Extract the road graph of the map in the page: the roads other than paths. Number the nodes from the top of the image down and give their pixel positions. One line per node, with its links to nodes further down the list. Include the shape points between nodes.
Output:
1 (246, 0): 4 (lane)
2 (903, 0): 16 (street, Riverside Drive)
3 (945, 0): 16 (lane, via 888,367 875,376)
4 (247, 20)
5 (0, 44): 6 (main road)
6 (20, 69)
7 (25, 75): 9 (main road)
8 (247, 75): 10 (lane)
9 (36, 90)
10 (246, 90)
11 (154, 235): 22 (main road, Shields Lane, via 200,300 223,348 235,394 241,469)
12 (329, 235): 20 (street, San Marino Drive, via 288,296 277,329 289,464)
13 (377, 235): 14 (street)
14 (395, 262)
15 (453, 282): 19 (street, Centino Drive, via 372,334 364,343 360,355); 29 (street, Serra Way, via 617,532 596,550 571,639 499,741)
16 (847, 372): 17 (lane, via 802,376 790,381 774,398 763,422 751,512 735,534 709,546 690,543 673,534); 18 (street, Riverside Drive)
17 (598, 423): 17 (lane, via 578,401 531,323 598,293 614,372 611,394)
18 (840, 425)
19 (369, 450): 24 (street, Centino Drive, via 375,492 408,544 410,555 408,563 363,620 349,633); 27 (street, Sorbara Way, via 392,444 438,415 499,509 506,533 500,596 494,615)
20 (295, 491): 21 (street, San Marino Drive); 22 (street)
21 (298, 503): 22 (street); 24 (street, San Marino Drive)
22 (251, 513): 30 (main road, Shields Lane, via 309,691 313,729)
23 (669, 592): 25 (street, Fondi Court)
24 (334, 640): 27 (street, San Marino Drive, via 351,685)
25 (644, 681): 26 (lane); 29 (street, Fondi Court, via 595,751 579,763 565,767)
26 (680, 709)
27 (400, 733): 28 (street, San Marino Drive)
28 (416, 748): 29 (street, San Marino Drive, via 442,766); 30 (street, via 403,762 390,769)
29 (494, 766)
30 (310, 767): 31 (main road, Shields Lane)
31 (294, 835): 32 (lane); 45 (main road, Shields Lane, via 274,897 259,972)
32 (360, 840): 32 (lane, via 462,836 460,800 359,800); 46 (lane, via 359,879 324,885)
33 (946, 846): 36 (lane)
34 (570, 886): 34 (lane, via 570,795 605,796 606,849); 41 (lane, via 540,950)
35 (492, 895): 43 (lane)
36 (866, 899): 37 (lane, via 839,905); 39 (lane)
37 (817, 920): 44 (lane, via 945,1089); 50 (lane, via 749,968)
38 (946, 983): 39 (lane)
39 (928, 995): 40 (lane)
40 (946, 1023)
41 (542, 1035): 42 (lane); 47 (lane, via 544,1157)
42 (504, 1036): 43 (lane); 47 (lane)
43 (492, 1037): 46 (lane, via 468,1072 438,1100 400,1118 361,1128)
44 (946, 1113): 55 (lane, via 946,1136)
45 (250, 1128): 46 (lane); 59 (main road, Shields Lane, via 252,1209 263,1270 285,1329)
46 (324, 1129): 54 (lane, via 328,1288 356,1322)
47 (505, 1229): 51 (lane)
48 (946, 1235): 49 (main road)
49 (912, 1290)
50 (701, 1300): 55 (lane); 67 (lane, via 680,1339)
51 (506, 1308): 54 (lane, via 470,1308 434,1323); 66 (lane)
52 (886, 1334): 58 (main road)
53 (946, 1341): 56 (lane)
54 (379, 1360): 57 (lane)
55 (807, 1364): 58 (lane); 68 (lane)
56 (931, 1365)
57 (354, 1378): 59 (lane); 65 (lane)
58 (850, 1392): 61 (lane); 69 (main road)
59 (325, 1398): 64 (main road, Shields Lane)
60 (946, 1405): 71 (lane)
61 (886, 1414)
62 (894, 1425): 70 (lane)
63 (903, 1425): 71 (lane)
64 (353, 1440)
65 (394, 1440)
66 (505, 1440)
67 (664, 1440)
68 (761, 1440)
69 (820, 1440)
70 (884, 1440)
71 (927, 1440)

+++++

--- What is required ---
Which lines in the records above contain the string "Fondi"? Copy them.

--- Result for this exercise ---
23 (669, 592): 25 (street, Fondi Court)
25 (644, 681): 26 (lane); 29 (street, Fondi Court, via 595,751 579,763 565,767)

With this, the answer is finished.